Figure 1. A, Background Hailey-Hailey disease with extensive intra-epidermal acantholysis (H&E, original magnification ×100). B, Superimposed herpes simplex virus infection (eczema herpeticum) demonstrating multinucleated keratinocytes with nuclear molding (H&E, original magnification ×400).

Approximately 8 hours after the patient was started on acyclovir, he developed increasing tremors, confusion, and impaired speech. Lumbar puncture confirmed the presence of HSV-1 in the cerebrospinal fluid. Despite ongoing intravenous antiviral therapy, he required intubation 6 days after hospitalization due to impaired mental status and myoclonic jerking. He remained intubated, unresponsive, and in critical condition for 9 days before he gradually began to demonstrate cognitive recovery.

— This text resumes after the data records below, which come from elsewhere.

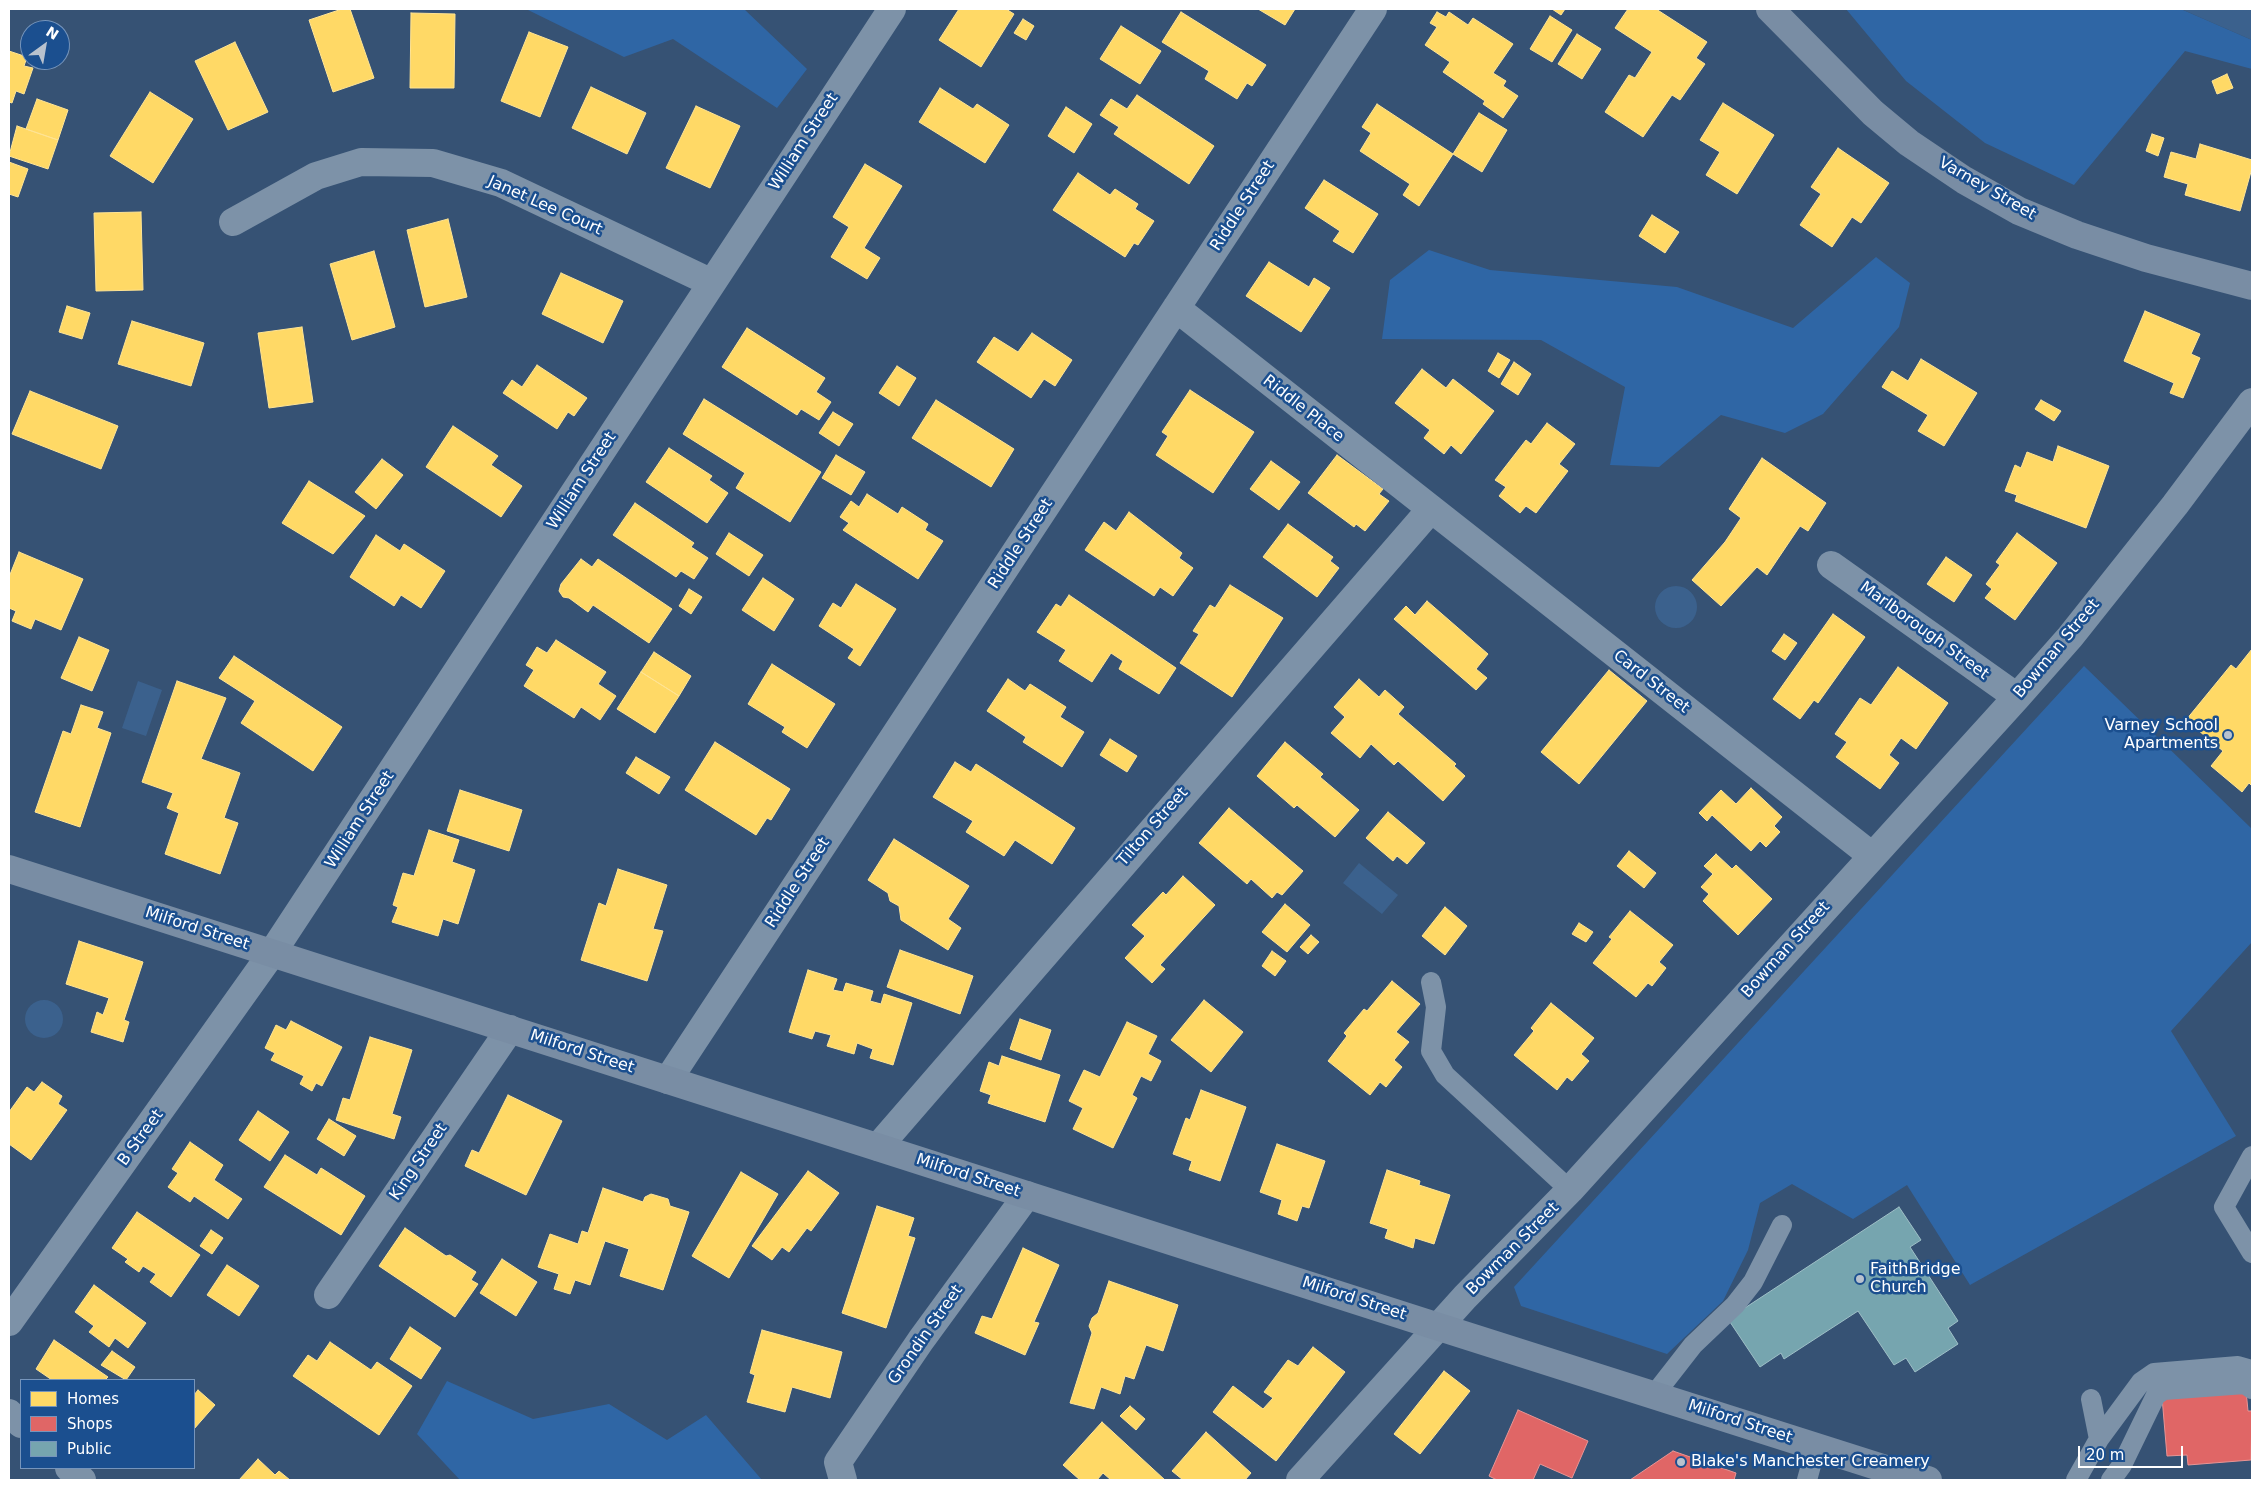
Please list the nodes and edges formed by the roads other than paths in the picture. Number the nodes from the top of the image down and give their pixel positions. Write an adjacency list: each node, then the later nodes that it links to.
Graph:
1 (892, 9): 5 (street, William Street)
2 (1373, 9): 7 (street, Riddle Street)
3 (1770, 9): 6 (street, Varney Street)
4 (233, 222): 5 (street, Janet Lee Court)
5 (712, 282): 14 (street, William Street)
6 (2252, 286)
7 (1176, 308): 9 (street, Riddle Place); 17 (street, Riddle Street)
8 (2252, 402): 11 (street, Bowman Street)
9 (1431, 509): 12 (street, Card Street); 18 (street, Tilton Street)
10 (1831, 564): 11 (street, Marlborough Street)
11 (2017, 697): 12 (street, Bowman Street)
12 (1871, 855): 20 (street, Bowman Street)
13 (9, 869): 14 (street, Milford Street)
14 (272, 953): 16 (street, Milford Street); 25 (street, B Street)
15 (1431, 982): 20 (lane)
16 (510, 1029): 17 (street, Milford Street); 24 (street, King Street)
17 (668, 1080): 18 (street, Milford Street)
18 (878, 1147): 21 (street, Milford Street)
19 (2252, 1156): 23 (lane)
20 (1570, 1190): 26 (street, Bowman Street)
21 (1027, 1195): 26 (street, Milford Street); 38 (street, Grondin Street)
22 (1782, 1225): 29 (lane)
23 (2252, 1253)
24 (328, 1295)
25 (9, 1322)
26 (1439, 1327): 29 (street, Milford Street); 39 (street, Bowman Street)
27 (2252, 1370): 33 (lane)
28 (2252, 1389): 43 (lane)
29 (1654, 1395): 34 (street, Milford Street)
30 (2091, 1399): 33 (lane)
31 (9, 1412): 32 (street)
32 (20, 1423)
33 (2099, 1439): 42 (lane)
34 (1816, 1447): 36 (street, Milford Street); 40 (lane)
35 (70, 1469): 37 (street)
36 (1889, 1475): 41 (street, Milford Street)
37 (82, 1480)
38 (843, 1480)
39 (1300, 1480)
40 (1807, 1480)
41 (1928, 1480)
42 (2076, 1480)
43 (2111, 1480)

He subsequently was weaned off the ventilator, his mental status returned to normal, and his skin rash slowly resolved (Figure 2). 

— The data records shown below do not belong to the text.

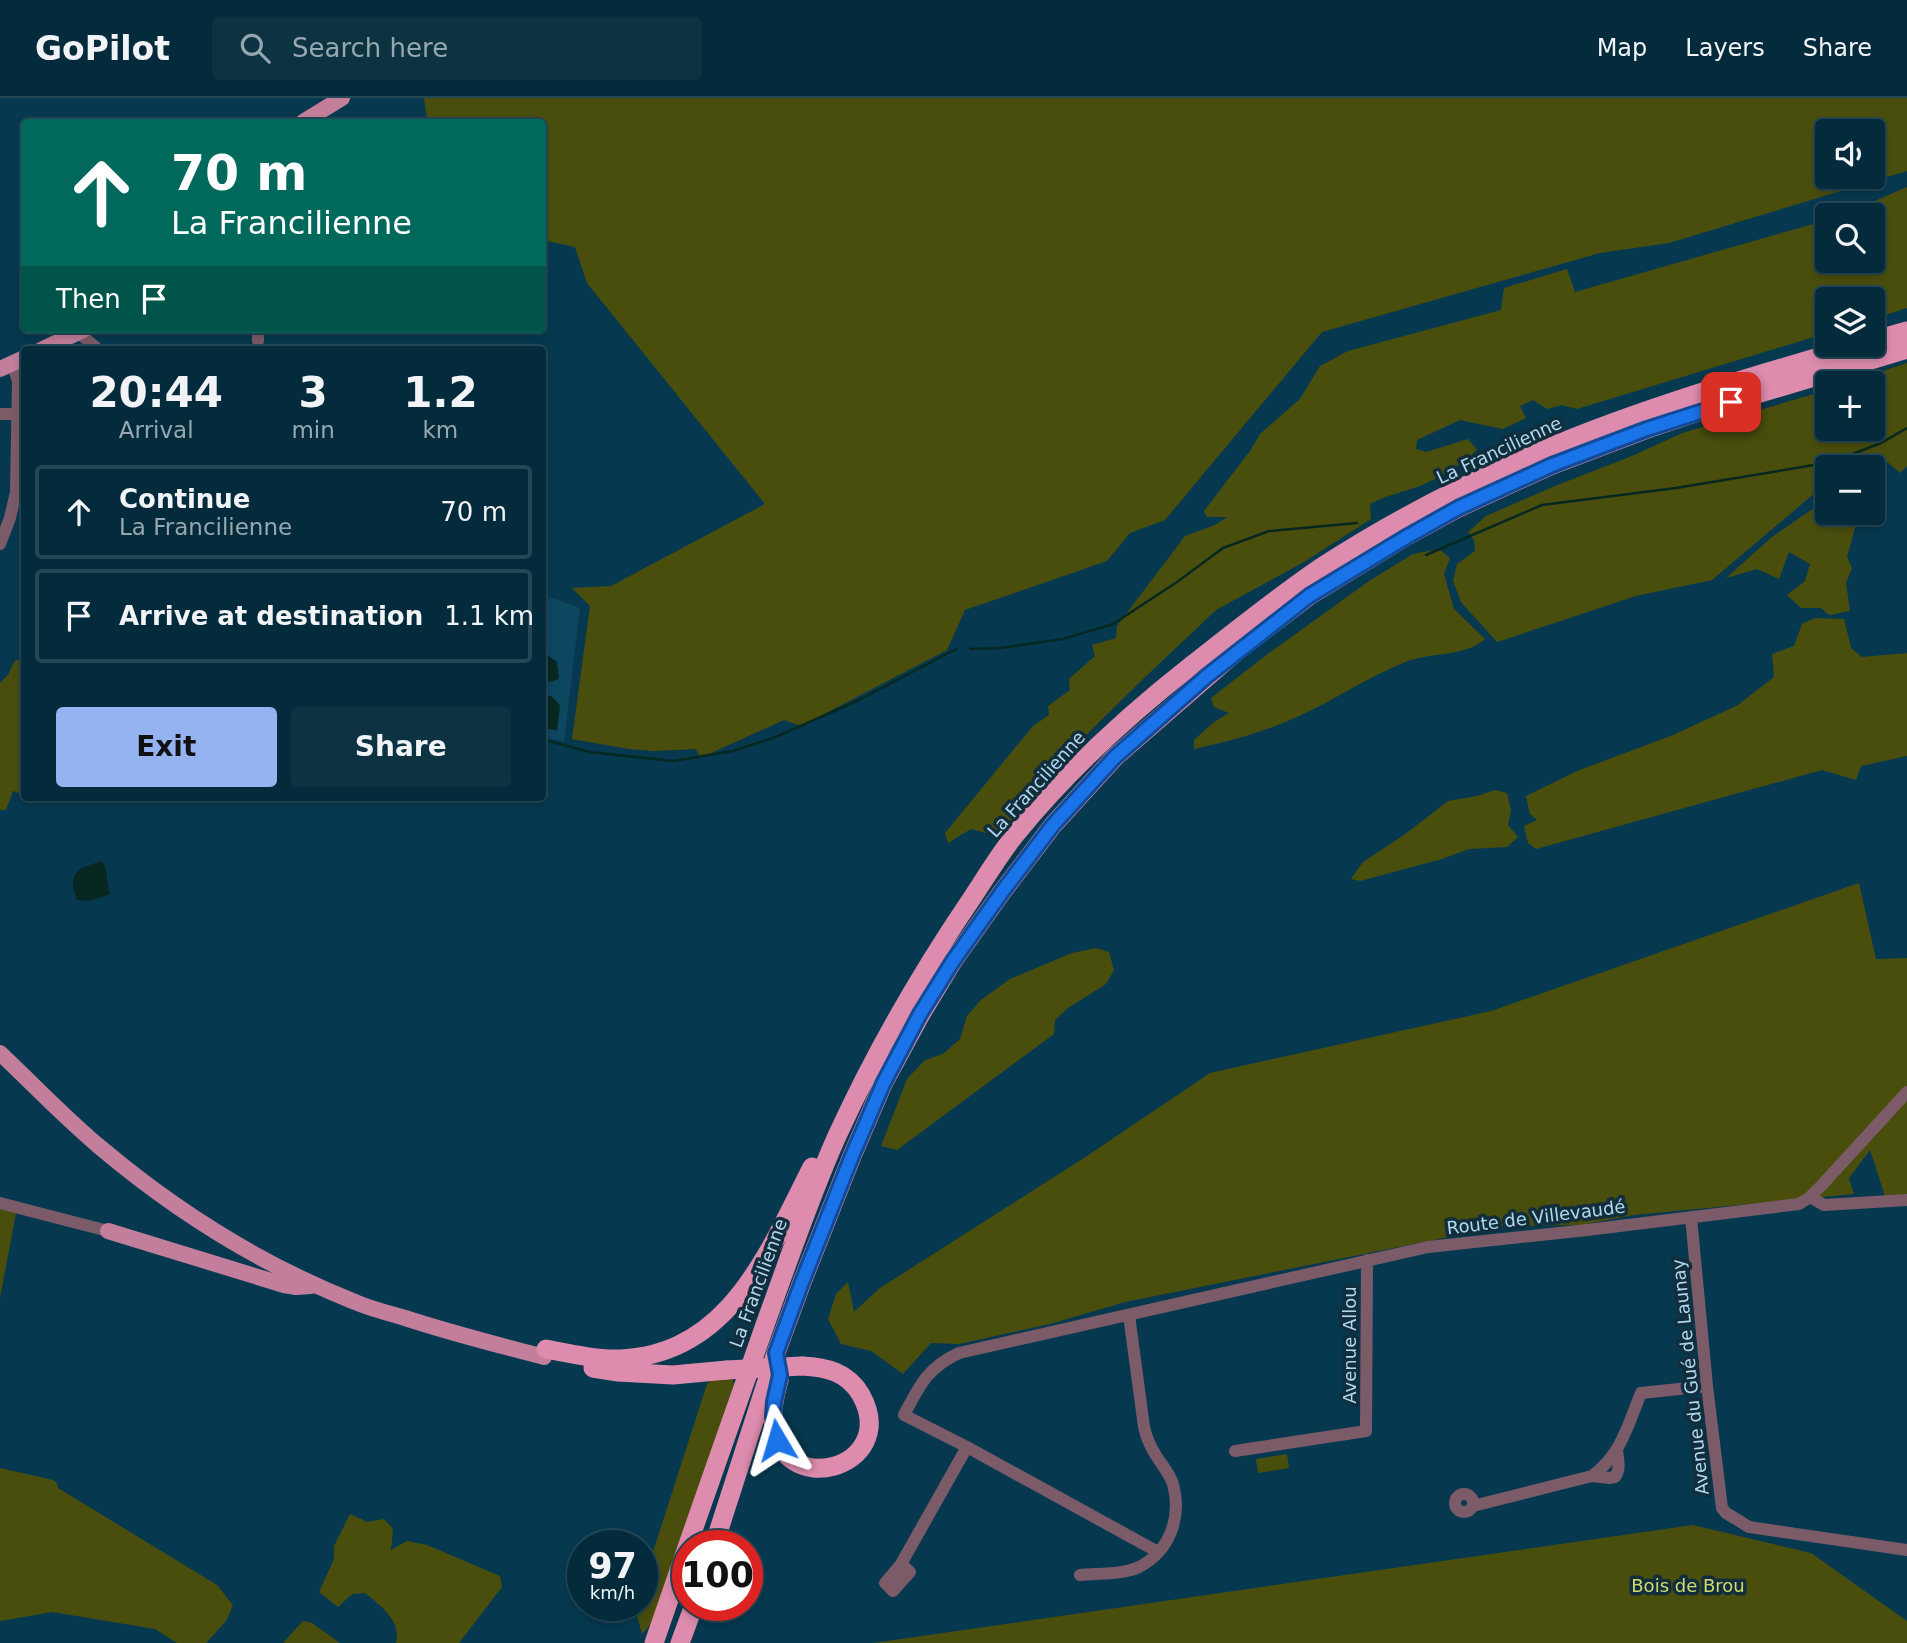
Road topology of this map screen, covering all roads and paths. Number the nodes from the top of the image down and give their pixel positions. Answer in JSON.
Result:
{"nodes":[{"id":1,"x":342,"y":98,"type":"edge"},
{"id":2,"x":308,"y":119,"type":"edge"},
{"id":3,"x":1907,"y":331,"type":"edge"},
{"id":4,"x":78,"y":333,"type":"edge"},
{"id":5,"x":1885,"y":337,"type":"edge"},
{"id":6,"x":50,"y":346,"type":"edge"},
{"id":7,"x":1907,"y":349,"type":"edge"},
{"id":8,"x":1821,"y":357,"type":"edge"},
{"id":9,"x":12,"y":363,"type":"edge"},
{"id":10,"x":0,"y":414,"type":"edge"},
{"id":11,"x":17,"y":414,"type":"junction"},
{"id":12,"x":0,"y":544,"type":"edge"},
{"id":13,"x":0,"y":1052,"type":"edge"},
{"id":14,"x":1907,"y":1092,"type":"edge"},
{"id":15,"x":854,"y":1102,"type":"junction"},
{"id":16,"x":1810,"y":1197,"type":"junction"},
{"id":17,"x":1907,"y":1199,"type":"edge"},
{"id":18,"x":0,"y":1203,"type":"edge"},
{"id":19,"x":1691,"y":1217,"type":"junction"},
{"id":20,"x":108,"y":1231,"type":"joint"},
{"id":21,"x":230,"y":1240,"type":"junction"},
{"id":22,"x":1367,"y":1260,"type":"junction"},
{"id":23,"x":314,"y":1285,"type":"junction"},
{"id":24,"x":1129,"y":1315,"type":"junction"},
{"id":25,"x":545,"y":1353,"type":"junction"},
{"id":26,"x":776,"y":1353,"type":"junction"},
{"id":27,"x":1707,"y":1386,"type":"junction"},
{"id":28,"x":967,"y":1447,"type":"junction"},
{"id":29,"x":1235,"y":1451,"type":"dead end"},
{"id":30,"x":1473,"y":1506,"type":"dead end"},
{"id":31,"x":718,"y":1530,"type":"edge"},
{"id":32,"x":1907,"y":1550,"type":"edge"},
{"id":33,"x":1158,"y":1552,"type":"junction"},
{"id":34,"x":901,"y":1564,"type":"dead end"},
{"id":35,"x":1080,"y":1575,"type":"dead end"},
{"id":36,"x":688,"y":1621,"type":"edge"},
{"id":37,"x":654,"y":1643,"type":"edge"},
{"id":38,"x":680,"y":1643,"type":"edge"}],
"edges":[{"from":1,"to":2,"type":"main road"},
{"from":3,"to":5,"type":"highway"},
{"from":4,"to":6,"type":"main road"},
{"from":7,"to":26,"type":"highway","name":"La Francilienne"},
{"from":8,"to":15,"type":"highway","name":"La Francilienne"},
{"from":9,"to":11,"type":"street"},
{"from":10,"to":11,"type":"street"},
{"from":11,"to":12,"type":"street"},
{"from":13,"to":21,"type":"main road"},
{"from":14,"to":16,"type":"street"},
{"from":15,"to":25,"type":"highway"},
{"from":15,"to":37,"type":"highway","name":"La Francilienne"},
{"from":16,"to":17,"type":"street"},
{"from":16,"to":19,"type":"street","name":"Route de Villevaudé"},
{"from":18,"to":20,"type":"street"},
{"from":19,"to":22,"type":"street","name":"Route de Villevaudé"},
{"from":19,"to":27,"type":"street","name":"Avenue du Gué de Launay"},
{"from":20,"to":23,"type":"main road"},
{"from":21,"to":23,"type":"main road"},
{"from":21,"to":25,"type":"main road"},
{"from":22,"to":24,"type":"street","name":"Route de Villevaudé"},
{"from":22,"to":29,"type":"street","name":"Avenue Allou"},
{"from":23,"to":25,"type":"main road"},
{"from":24,"to":28,"type":"street","name":"Route de Villevaudé"},
{"from":24,"to":33,"type":"street"},
{"from":25,"to":26,"type":"highway","bridge":true},
{"from":26,"to":31,"type":"highway","name":"La Francilienne"},
{"from":27,"to":30,"type":"street"},
{"from":27,"to":32,"type":"street","name":"Avenue du Gué de Launay"},
{"from":28,"to":33,"type":"street"},
{"from":28,"to":34,"type":"street"},
{"from":33,"to":35,"type":"street"},
{"from":36,"to":38,"type":"highway"}]}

Figure 2. Near-complete resolution of erosions and hemorrhagic crusting after treatment with acyclovir.

Hailey-Hailey disease (HHD), also known as familial benign chronic pemphigus, is a rare autosomal-dominant condition first described by Howard and Hugh Hailey in 1939.1 It is a chronic blistering process characterized by epidermal fragility, often manifesting as macerated fissured erosions in areas exposed to heat and friction (eg, axillae, groin). Hailey-Hailey disease results from a defective calcium transporter (ATP2C1 gene), leading to impaired keratinocyte adhesion.2 

Eczema herpeticum refers to the dissemination of herpes infection to areas of compromised skin barrier. Although originally used to describe HSV infection in patients with atopic dermatitis, eczema herpeticum has been described in various conditions that affect the skin barrier function, including Darier disease, ichthyosis vulgaris, pemphigus foliaceus, pemphigus vulgaris, and mycosis fungoides, among others.3 When applied to skin conditions other than atopic dermatitis, it sometimes is referred to as Kaposi varicelliform eruption.2 

Hailey-Hailey disease commonly is complicated by a bacterial or fungal infection, including impetigo, tinea, or candidiasis. The first case of HHD complicated by HSV infection was reported in 1973.4 A PubMed search of articles indexed for MEDLINE using the terms benign familial pemphigus AND herpes, Hailey-Hailey AND herpes, Hailey-Hailey AND eczema herpeticum, Hailey-Hailey AND Kaposi varicelliform eruption, and Hailey-Hailey herpeticum revealed 15 cases of HHD complicated by eczema herpeticum.4-6 Herpes simplex virus encephalitis is a rare and life-threatening complication of eczema herpeticum.7,8 We report a case of HSV encephalitis resulting from eczema herpeticum in a patient with HHD.  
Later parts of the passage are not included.